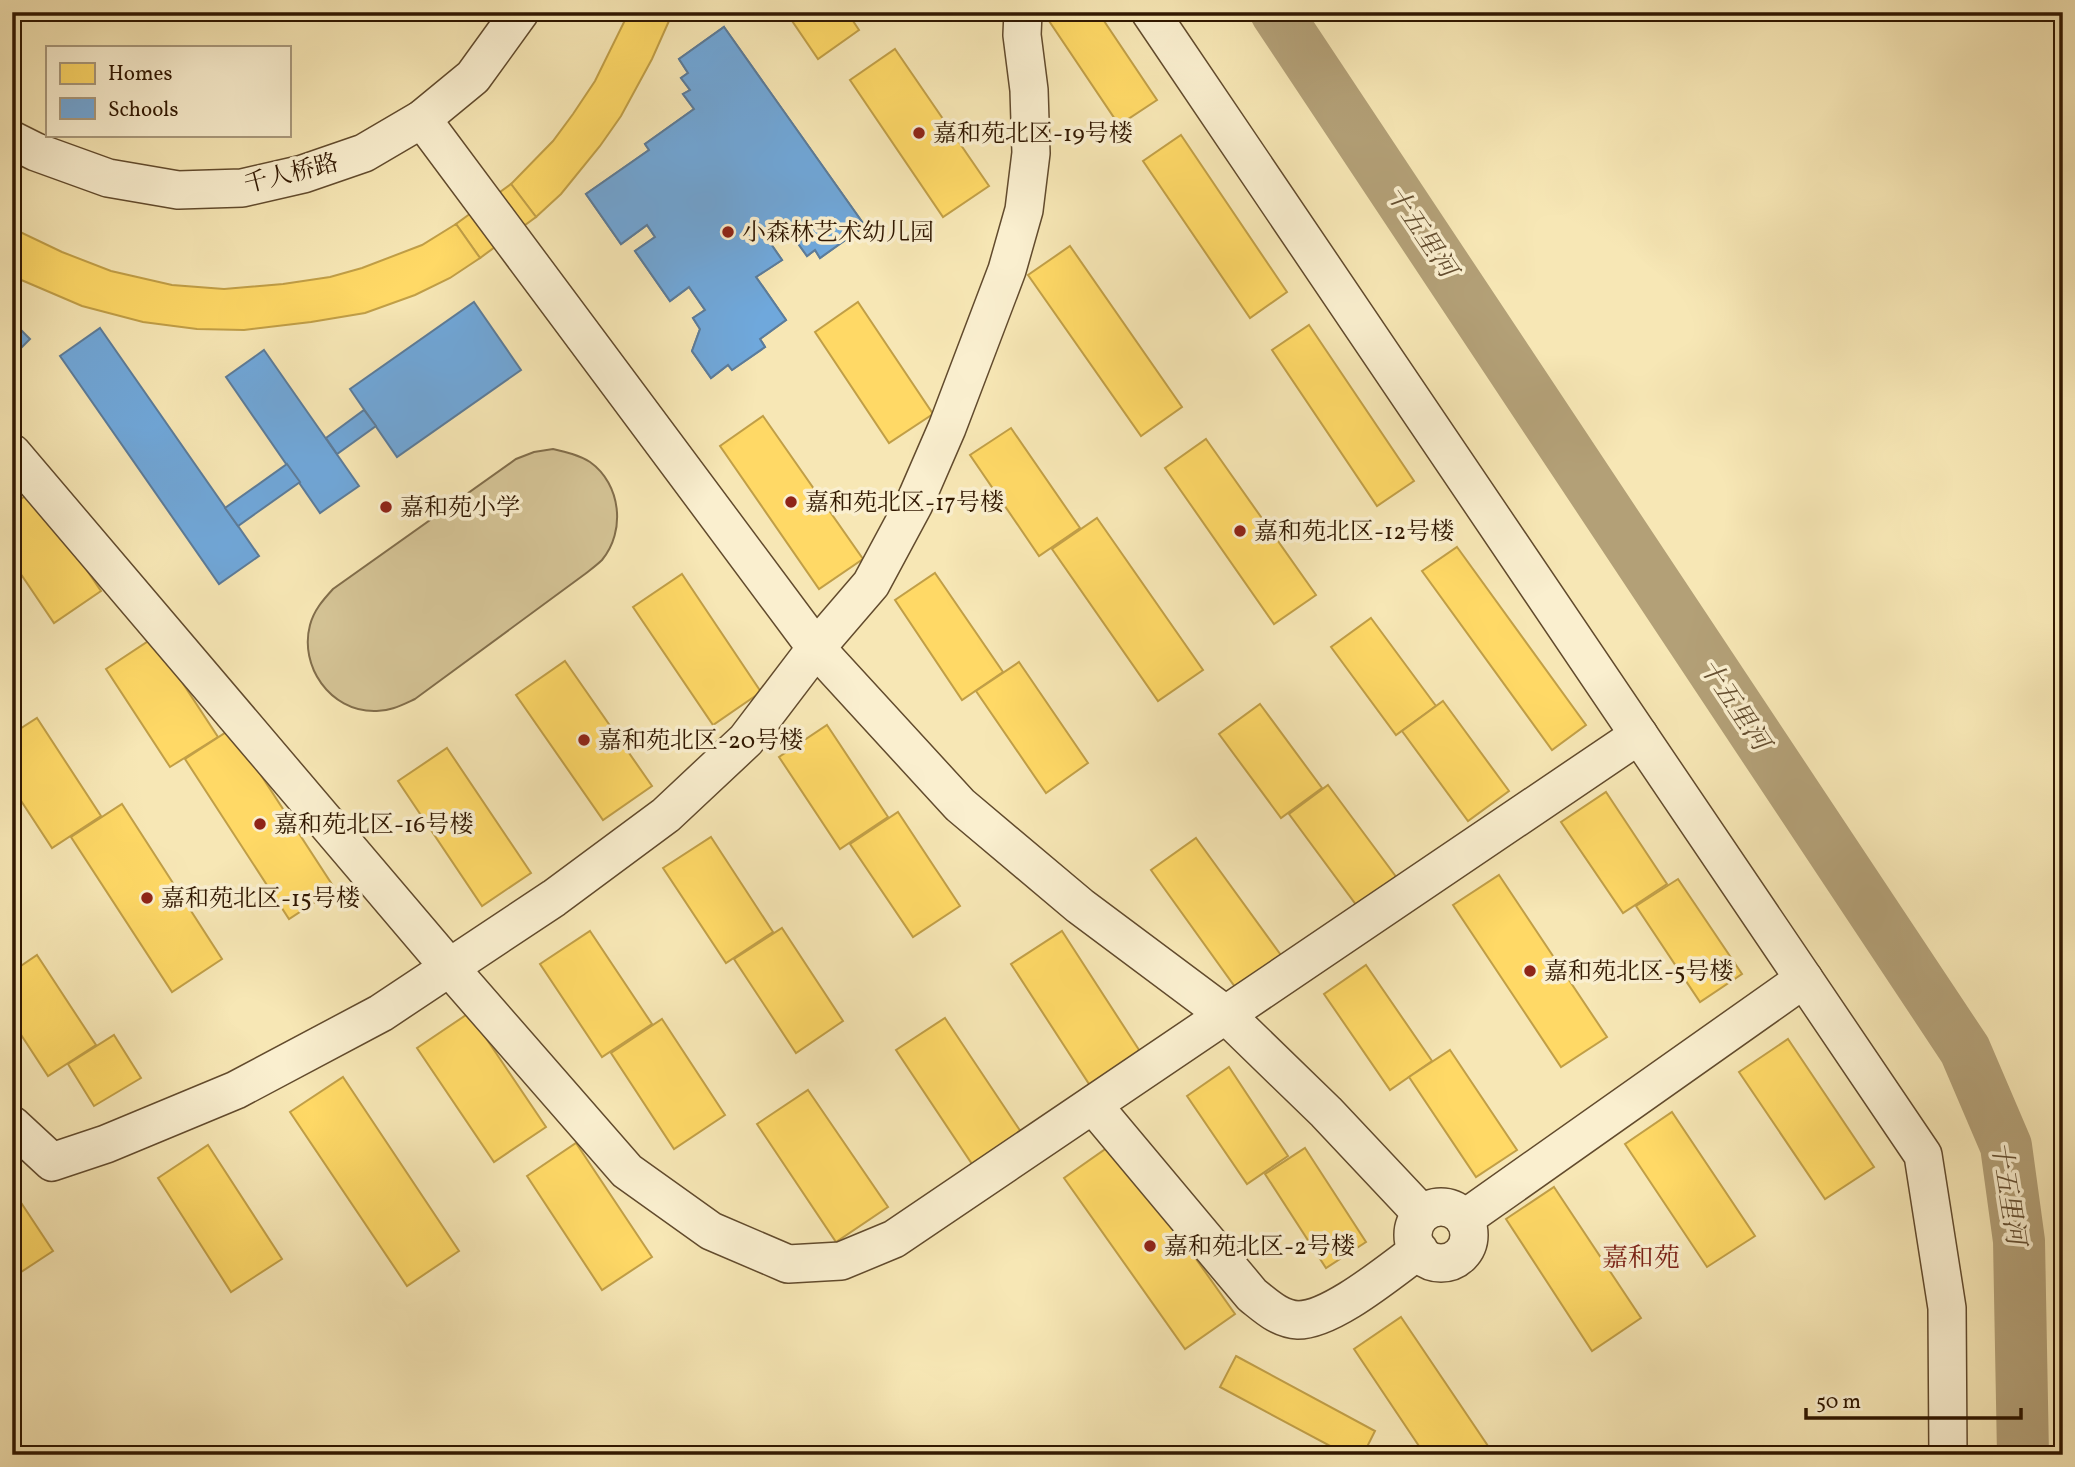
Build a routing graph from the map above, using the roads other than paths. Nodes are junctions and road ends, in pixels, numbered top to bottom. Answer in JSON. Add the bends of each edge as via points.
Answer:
{"nodes":[{"id":1,"x":520,"y":12,"type":"edge"},
{"id":2,"x":1023,"y":12,"type":"edge"},
{"id":3,"x":1150,"y":12,"type":"edge"},
{"id":4,"x":422,"y":119,"type":"junction"},
{"id":5,"x":12,"y":140,"type":"edge"},
{"id":6,"x":12,"y":453,"type":"edge"},
{"id":7,"x":816,"y":648,"type":"junction"},
{"id":8,"x":1639,"y":735,"type":"junction"},
{"id":9,"x":449,"y":967,"type":"junction"},
{"id":10,"x":1804,"y":979,"type":"junction"},
{"id":11,"x":1226,"y":1014,"type":"junction"},
{"id":12,"x":1093,"y":1105,"type":"junction"},
{"id":13,"x":12,"y":1125,"type":"edge"},
{"id":14,"x":1422,"y":1214,"type":"junction"},
{"id":15,"x":1464,"y":1219,"type":"junction"},
{"id":16,"x":1419,"y":1250,"type":"junction"},
{"id":17,"x":1948,"y":1455,"type":"edge"}],
"edges":[{"from":1,"to":4,"type":"street","name":"千人桥路","via":[[473,77]]},
{"from":2,"to":7,"type":"street","via":[[1031,153],[1024,210],[1007,270],[914,504],[871,584]]},
{"from":3,"to":8,"type":"street"},
{"from":4,"to":5,"type":"street","name":"千人桥路","via":[[364,153],[242,188],[178,191],[108,178]]},
{"from":4,"to":7,"type":"street"},
{"from":6,"to":9,"type":"street"},
{"from":7,"to":9,"type":"street","via":[[746,740],[666,815],[554,898]]},
{"from":7,"to":11,"type":"street","via":[[960,805],[1080,906]]},
{"from":8,"to":10,"type":"street"},
{"from":8,"to":11,"type":"street"},
{"from":9,"to":12,"type":"street","via":[[627,1171],[711,1231],[788,1264],[841,1261],[894,1239]]},
{"from":9,"to":13,"type":"street","via":[[381,1013],[236,1090],[106,1144],[52,1162]]},
{"from":10,"to":15,"type":"street"},
{"from":10,"to":17,"type":"street","via":[[1923,1155],[1947,1308]]},
{"from":11,"to":12,"type":"street"},
{"from":11,"to":14,"type":"street"},
{"from":12,"to":16,"type":"street","via":[[1252,1295],[1276,1314],[1297,1320],[1320,1317]]},
{"from":14,"to":15,"type":"street","via":[[1448,1208]]},
{"from":14,"to":16,"type":"street","via":[[1413,1238]]},
{"from":15,"to":16,"type":"street","via":[[1468,1244],[1456,1258],[1438,1263]]}]}
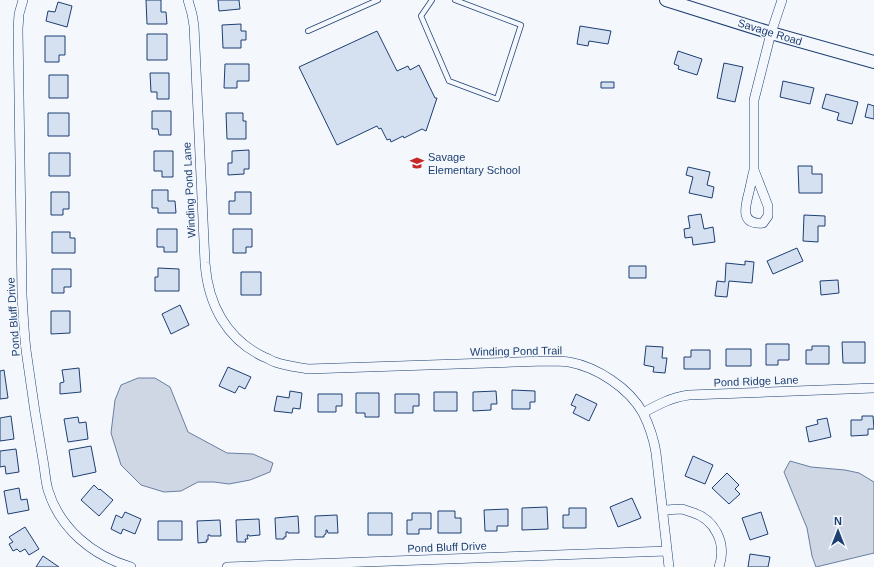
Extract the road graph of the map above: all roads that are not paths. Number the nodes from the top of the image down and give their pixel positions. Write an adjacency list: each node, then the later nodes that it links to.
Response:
1 (23, 0): 17 (street, Pond Bluff Drive)
2 (188, 0): 12 (street, Winding Pond Lane)
3 (378, 0): 8 (lane)
4 (432, 0): 5 (lane)
5 (455, 0)
6 (666, 0): 9 (street, Savage Road)
7 (782, 0): 9 (street)
8 (308, 31)
9 (771, 33): 10 (street, Savage Road); 11 (street)
10 (874, 62)
11 (754, 170): 11 (street)
12 (265, 357): 14 (street, Winding Pond Trail)
13 (874, 388): 14 (street, Pond Ridge Lane)
14 (642, 413): 15 (street, Winding Pond Trail)
15 (663, 510): 16 (street, Winding Pond Trail); 20 (street)
16 (667, 551): 18 (street, Pond Bluff Drive); 19 (street, Winding Pond Trail)
17 (131, 567)
18 (227, 567)
19 (669, 567)
20 (719, 567)

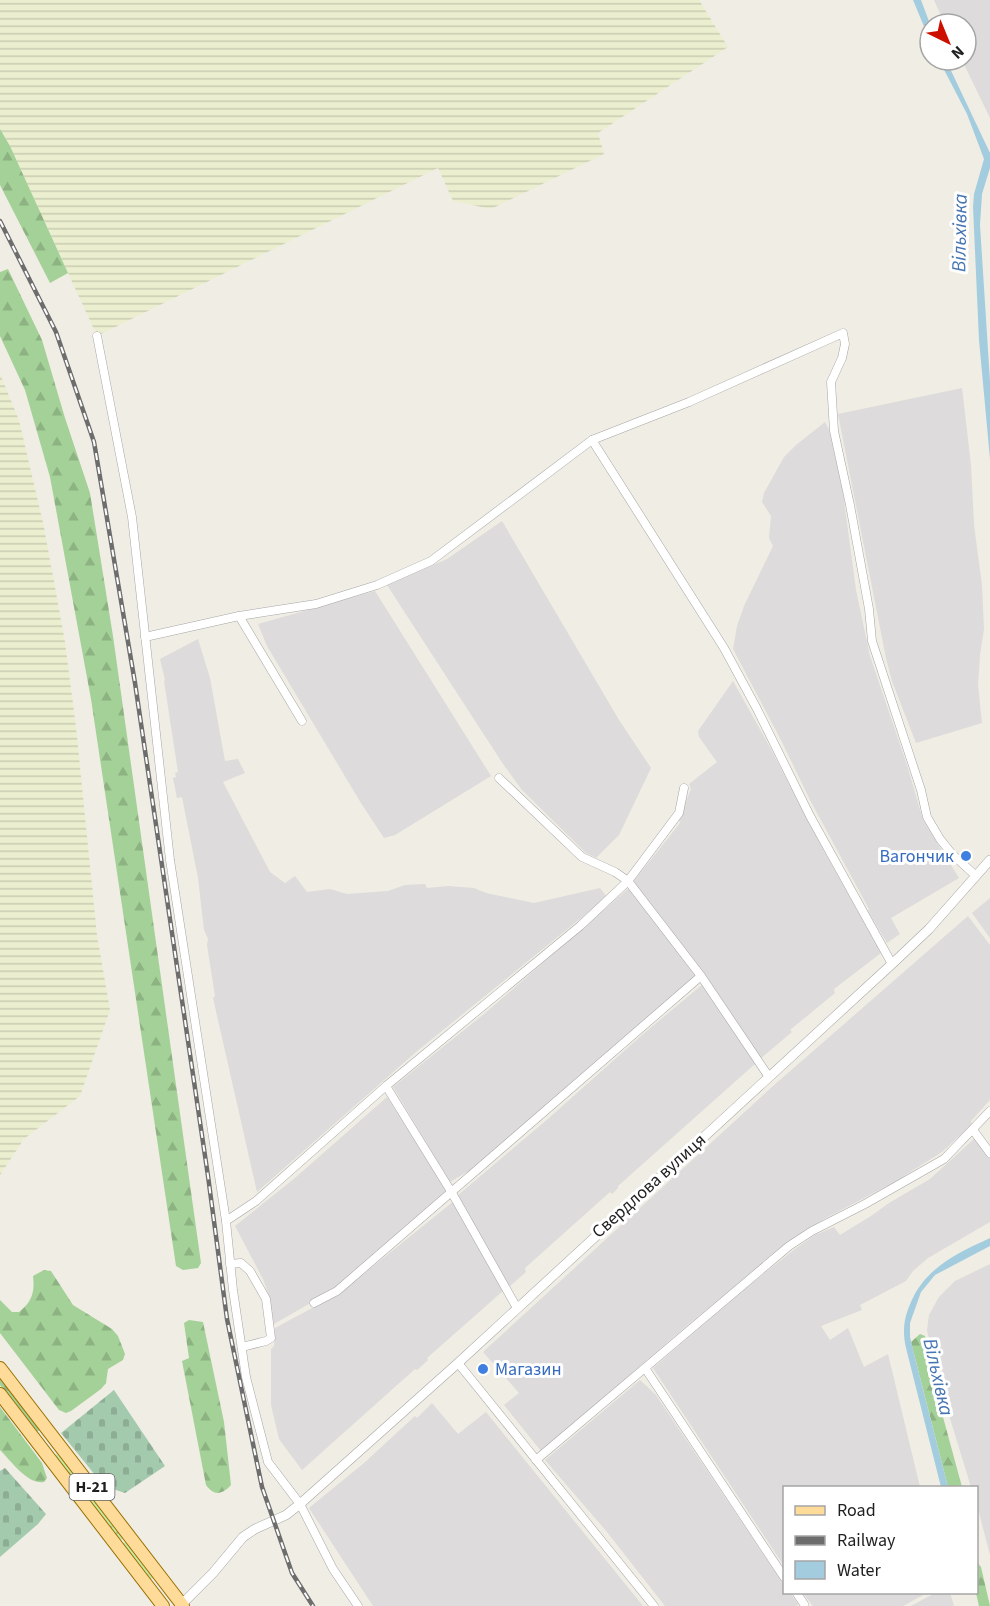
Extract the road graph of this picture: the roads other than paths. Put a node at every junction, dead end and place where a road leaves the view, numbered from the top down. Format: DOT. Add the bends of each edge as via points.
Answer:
graph roads {
  1 [pos="97,336"];
  2 [pos="592,440"];
  3 [pos="239,616"];
  4 [pos="145,637"];
  5 [pos="302,721"];
  6 [pos="499,778"];
  7 [pos="684,789"];
  8 [pos="990,860"];
  9 [pos="975,875"];
  10 [pos="628,881"];
  11 [pos="892,964"];
  12 [pos="701,976"];
  13 [pos="769,1077"];
  14 [pos="386,1086"];
  15 [pos="990,1111"];
  16 [pos="974,1130"];
  17 [pos="990,1153"];
  18 [pos="452,1193"];
  19 [pos="226,1221"];
  20 [pos="230,1264"];
  21 [pos="314,1303"];
  22 [pos="517,1308"];
  23 [pos="242,1347"];
  24 [pos="458,1363"];
  25 [pos="0,1368"];
  26 [pos="645,1368"];
  27 [pos="0,1394"];
  28 [pos="536,1460"];
  29 [pos="300,1504"];
  30 [pos="783,1575"];
  31 [pos="797,1594"];
  32 [pos="804,1604"];
  33 [pos="181,1605"];
  34 [pos="163,1606"];
  35 [pos="358,1606"];
  36 [pos="654,1606"];
  1 -- 4 [label="street" via="132,517"];
  2 -- 3 [label="street" via="431,561 377,585 316,604"];
  2 -- 9 [label="street" via="689,402 843,333 842,358 831,382 834,431 872,641 927,817 952,854"];
  2 -- 11 [label="street" via="724,648"];
  3 -- 4 [label="street"];
  3 -- 5 [label="street"];
  4 -- 19 [label="street" via="170,860"];
  6 -- 10 [label="street" via="582,856"];
  7 -- 10 [label="street" via="679,813"];
  8 -- 9 [label="street, Свердлова вулиця"];
  9 -- 11 [label="street, Свердлова вулиця" via="929,929"];
  10 -- 12 [label="street"];
  10 -- 14 [label="street" via="580,926"];
  11 -- 13 [label="street, Свердлова вулиця"];
  12 -- 13 [label="street"];
  12 -- 18 [label="street"];
  13 -- 22 [label="street, Свердлова вулиця"];
  14 -- 18 [label="street"];
  14 -- 19 [label="street" via="256,1201"];
  15 -- 16 [label="street"];
  16 -- 17 [label="street"];
  16 -- 26 [label="street" via="944,1159 789,1246"];
  18 -- 21 [label="street" via="337,1291"];
  18 -- 22 [label="street"];
  19 -- 20 [label="street"];
  20 -- 23 [label="street"];
  20 -- 23 [label="street" via="241,1263 250,1271 267,1299 271,1338"];
  22 -- 24 [label="street, Свердлова вулиця"];
  23 -- 29 [label="street" via="268,1462"];
  24 -- 28 [label="street"];
  24 -- 29 [label="street, Свердлова вулиця"];
  25 -- 33 [label="main road, Н-21"];
  26 -- 28 [label="street"];
  26 -- 30 [label="street"];
  27 -- 34 [label="main road, Н-21"];
  28 -- 36 [label="street"];
  29 -- 33 [label="street, Свердлова вулиця" via="243,1537"];
  29 -- 35 [label="street" via="333,1569"];
  31 -- 32 [label="street"];
}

==*==

▶ _Exercise directions_
Word for word, repeat each record above; leave out every picture.

▶ _Solved problem_
Build a routing graph from the map above, using the roads other than paths. Nodes are junctions and road ends, in pixels, numbered top to bottom. Answer in JSON. Add the bends of each edge as via points.
Answer:
{"nodes":[{"id":1,"x":520,"y":12,"type":"edge"},
{"id":2,"x":1023,"y":12,"type":"edge"},
{"id":3,"x":1150,"y":12,"type":"edge"},
{"id":4,"x":422,"y":119,"type":"junction"},
{"id":5,"x":12,"y":140,"type":"edge"},
{"id":6,"x":12,"y":453,"type":"edge"},
{"id":7,"x":816,"y":648,"type":"junction"},
{"id":8,"x":1639,"y":735,"type":"junction"},
{"id":9,"x":449,"y":967,"type":"junction"},
{"id":10,"x":1804,"y":979,"type":"junction"},
{"id":11,"x":1226,"y":1014,"type":"junction"},
{"id":12,"x":1093,"y":1105,"type":"junction"},
{"id":13,"x":12,"y":1125,"type":"edge"},
{"id":14,"x":1422,"y":1214,"type":"junction"},
{"id":15,"x":1464,"y":1219,"type":"junction"},
{"id":16,"x":1419,"y":1250,"type":"junction"},
{"id":17,"x":1948,"y":1455,"type":"edge"}],
"edges":[{"from":1,"to":4,"type":"street","name":"千人桥路","via":[[473,77]]},
{"from":2,"to":7,"type":"street","via":[[1031,153],[1024,210],[1007,270],[914,504],[871,584]]},
{"from":3,"to":8,"type":"street"},
{"from":4,"to":5,"type":"street","name":"千人桥路","via":[[364,153],[242,188],[178,191],[108,178]]},
{"from":4,"to":7,"type":"street"},
{"from":6,"to":9,"type":"street"},
{"from":7,"to":9,"type":"street","via":[[746,740],[666,815],[554,898]]},
{"from":7,"to":11,"type":"street","via":[[960,805],[1080,906]]},
{"from":8,"to":10,"type":"street"},
{"from":8,"to":11,"type":"street"},
{"from":9,"to":12,"type":"street","via":[[627,1171],[711,1231],[788,1264],[841,1261],[894,1239]]},
{"from":9,"to":13,"type":"street","via":[[381,1013],[236,1090],[106,1144],[52,1162]]},
{"from":10,"to":15,"type":"street"},
{"from":10,"to":17,"type":"street","via":[[1923,1155],[1947,1308]]},
{"from":11,"to":12,"type":"street"},
{"from":11,"to":14,"type":"street"},
{"from":12,"to":16,"type":"street","via":[[1252,1295],[1276,1314],[1297,1320],[1320,1317]]},
{"from":14,"to":15,"type":"street","via":[[1448,1208]]},
{"from":14,"to":16,"type":"street","via":[[1413,1238]]},
{"from":15,"to":16,"type":"street","via":[[1468,1244],[1456,1258],[1438,1263]]}]}
Extract the road graph of the map above: all roads that are not paths. Number the nodes from the top of the image down and give their pixel positions. Write an adjacency list: each node, then the later nodes that it links to.
Response:
1 (23, 0): 17 (street, Pond Bluff Drive)
2 (188, 0): 12 (street, Winding Pond Lane)
3 (378, 0): 8 (lane)
4 (432, 0): 5 (lane)
5 (455, 0)
6 (666, 0): 9 (street, Savage Road)
7 (782, 0): 9 (street)
8 (308, 31)
9 (771, 33): 10 (street, Savage Road); 11 (street)
10 (874, 62)
11 (754, 170): 11 (street)
12 (265, 357): 14 (street, Winding Pond Trail)
13 (874, 388): 14 (street, Pond Ridge Lane)
14 (642, 413): 15 (street, Winding Pond Trail)
15 (663, 510): 16 (street, Winding Pond Trail); 20 (street)
16 (667, 551): 18 (street, Pond Bluff Drive); 19 (street, Winding Pond Trail)
17 (131, 567)
18 (227, 567)
19 (669, 567)
20 (719, 567)

Extract the road graph of this picture: the roads other than paths. Put a node at every junction, dead end and place where a road leaves the view, numbered from the top down. Format: DOT. Add the bends of each edge as via points.
Answer:
graph roads {
  1 [pos="97,336"];
  2 [pos="592,440"];
  3 [pos="239,616"];
  4 [pos="145,637"];
  5 [pos="302,721"];
  6 [pos="499,778"];
  7 [pos="684,789"];
  8 [pos="990,860"];
  9 [pos="975,875"];
  10 [pos="628,881"];
  11 [pos="892,964"];
  12 [pos="701,976"];
  13 [pos="769,1077"];
  14 [pos="386,1086"];
  15 [pos="990,1111"];
  16 [pos="974,1130"];
  17 [pos="990,1153"];
  18 [pos="452,1193"];
  19 [pos="226,1221"];
  20 [pos="230,1264"];
  21 [pos="314,1303"];
  22 [pos="517,1308"];
  23 [pos="242,1347"];
  24 [pos="458,1363"];
  25 [pos="0,1368"];
  26 [pos="645,1368"];
  27 [pos="0,1394"];
  28 [pos="536,1460"];
  29 [pos="300,1504"];
  30 [pos="783,1575"];
  31 [pos="797,1594"];
  32 [pos="804,1604"];
  33 [pos="181,1605"];
  34 [pos="163,1606"];
  35 [pos="358,1606"];
  36 [pos="654,1606"];
  1 -- 4 [label="street" via="132,517"];
  2 -- 3 [label="street" via="431,561 377,585 316,604"];
  2 -- 9 [label="street" via="689,402 843,333 842,358 831,382 834,431 872,641 927,817 952,854"];
  2 -- 11 [label="street" via="724,648"];
  3 -- 4 [label="street"];
  3 -- 5 [label="street"];
  4 -- 19 [label="street" via="170,860"];
  6 -- 10 [label="street" via="582,856"];
  7 -- 10 [label="street" via="679,813"];
  8 -- 9 [label="street, Свердлова вулиця"];
  9 -- 11 [label="street, Свердлова вулиця" via="929,929"];
  10 -- 12 [label="street"];
  10 -- 14 [label="street" via="580,926"];
  11 -- 13 [label="street, Свердлова вулиця"];
  12 -- 13 [label="street"];
  12 -- 18 [label="street"];
  13 -- 22 [label="street, Свердлова вулиця"];
  14 -- 18 [label="street"];
  14 -- 19 [label="street" via="256,1201"];
  15 -- 16 [label="street"];
  16 -- 17 [label="street"];
  16 -- 26 [label="street" via="944,1159 789,1246"];
  18 -- 21 [label="street" via="337,1291"];
  18 -- 22 [label="street"];
  19 -- 20 [label="street"];
  20 -- 23 [label="street"];
  20 -- 23 [label="street" via="241,1263 250,1271 267,1299 271,1338"];
  22 -- 24 [label="street, Свердлова вулиця"];
  23 -- 29 [label="street" via="268,1462"];
  24 -- 28 [label="street"];
  24 -- 29 [label="street, Свердлова вулиця"];
  25 -- 33 [label="main road, Н-21"];
  26 -- 28 [label="street"];
  26 -- 30 [label="street"];
  27 -- 34 [label="main road, Н-21"];
  28 -- 36 [label="street"];
  29 -- 33 [label="street, Свердлова вулиця" via="243,1537"];
  29 -- 35 [label="street" via="333,1569"];
  31 -- 32 [label="street"];
}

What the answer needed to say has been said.